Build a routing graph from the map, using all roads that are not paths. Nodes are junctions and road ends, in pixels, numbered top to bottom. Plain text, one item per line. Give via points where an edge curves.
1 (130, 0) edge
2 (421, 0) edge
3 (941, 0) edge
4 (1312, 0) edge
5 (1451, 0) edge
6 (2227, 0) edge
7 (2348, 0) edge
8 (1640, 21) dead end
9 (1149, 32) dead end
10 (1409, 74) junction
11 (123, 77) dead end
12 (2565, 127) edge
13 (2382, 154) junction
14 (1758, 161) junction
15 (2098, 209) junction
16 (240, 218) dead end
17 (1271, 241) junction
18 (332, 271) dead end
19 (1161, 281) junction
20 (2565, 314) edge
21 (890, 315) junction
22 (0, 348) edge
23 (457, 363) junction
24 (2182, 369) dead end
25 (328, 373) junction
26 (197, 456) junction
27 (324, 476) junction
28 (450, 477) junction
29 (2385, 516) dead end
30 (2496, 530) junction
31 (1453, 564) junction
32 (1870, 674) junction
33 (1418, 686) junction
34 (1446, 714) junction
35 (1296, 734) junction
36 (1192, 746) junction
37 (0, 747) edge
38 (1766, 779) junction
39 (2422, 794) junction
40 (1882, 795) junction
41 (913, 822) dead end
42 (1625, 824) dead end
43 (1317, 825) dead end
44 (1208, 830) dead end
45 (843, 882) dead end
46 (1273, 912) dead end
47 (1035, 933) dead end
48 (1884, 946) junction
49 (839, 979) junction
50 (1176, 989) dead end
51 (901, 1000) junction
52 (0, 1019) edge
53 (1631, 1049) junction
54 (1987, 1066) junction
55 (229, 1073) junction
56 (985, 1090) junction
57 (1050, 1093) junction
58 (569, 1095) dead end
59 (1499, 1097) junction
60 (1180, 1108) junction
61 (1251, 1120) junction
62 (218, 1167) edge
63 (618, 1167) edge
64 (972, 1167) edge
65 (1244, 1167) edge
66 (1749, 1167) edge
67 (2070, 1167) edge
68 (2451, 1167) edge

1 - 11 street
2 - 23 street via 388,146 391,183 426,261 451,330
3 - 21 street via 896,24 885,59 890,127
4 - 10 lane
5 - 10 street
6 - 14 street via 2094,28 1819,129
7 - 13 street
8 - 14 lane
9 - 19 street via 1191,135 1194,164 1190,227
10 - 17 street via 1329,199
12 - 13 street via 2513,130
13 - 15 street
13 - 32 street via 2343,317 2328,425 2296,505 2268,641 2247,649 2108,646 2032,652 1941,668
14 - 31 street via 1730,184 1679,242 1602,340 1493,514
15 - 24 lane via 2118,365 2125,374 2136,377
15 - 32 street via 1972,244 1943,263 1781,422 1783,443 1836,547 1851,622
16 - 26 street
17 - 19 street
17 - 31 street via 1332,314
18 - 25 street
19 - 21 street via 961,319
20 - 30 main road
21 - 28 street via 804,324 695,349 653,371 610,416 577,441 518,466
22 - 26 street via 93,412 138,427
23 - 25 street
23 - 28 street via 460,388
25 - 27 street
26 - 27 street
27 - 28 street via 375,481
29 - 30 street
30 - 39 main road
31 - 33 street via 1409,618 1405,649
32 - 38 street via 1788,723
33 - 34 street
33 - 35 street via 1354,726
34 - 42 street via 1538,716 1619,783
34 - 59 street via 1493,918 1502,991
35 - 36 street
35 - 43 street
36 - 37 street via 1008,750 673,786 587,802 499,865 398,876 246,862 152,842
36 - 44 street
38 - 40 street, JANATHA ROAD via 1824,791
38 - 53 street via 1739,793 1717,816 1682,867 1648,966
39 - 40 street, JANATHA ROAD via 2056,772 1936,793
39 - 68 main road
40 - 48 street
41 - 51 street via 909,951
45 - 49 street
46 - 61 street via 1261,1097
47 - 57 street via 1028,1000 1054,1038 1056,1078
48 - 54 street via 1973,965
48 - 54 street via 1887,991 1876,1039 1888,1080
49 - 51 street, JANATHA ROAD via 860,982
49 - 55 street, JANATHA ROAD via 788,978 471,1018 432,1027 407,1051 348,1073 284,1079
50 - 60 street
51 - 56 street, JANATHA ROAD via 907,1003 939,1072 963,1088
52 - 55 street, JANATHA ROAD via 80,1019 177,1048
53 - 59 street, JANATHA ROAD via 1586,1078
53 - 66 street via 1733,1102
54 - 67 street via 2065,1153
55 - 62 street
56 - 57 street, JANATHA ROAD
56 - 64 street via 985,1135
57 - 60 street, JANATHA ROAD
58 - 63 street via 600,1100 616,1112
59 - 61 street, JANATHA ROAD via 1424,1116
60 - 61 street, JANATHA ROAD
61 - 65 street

━━━━━━━━━━━━━━━━━━━━━━━━━━━━━━

Every line above that holds the word "main" needs to be copied.

20 - 30 main road
30 - 39 main road
39 - 68 main road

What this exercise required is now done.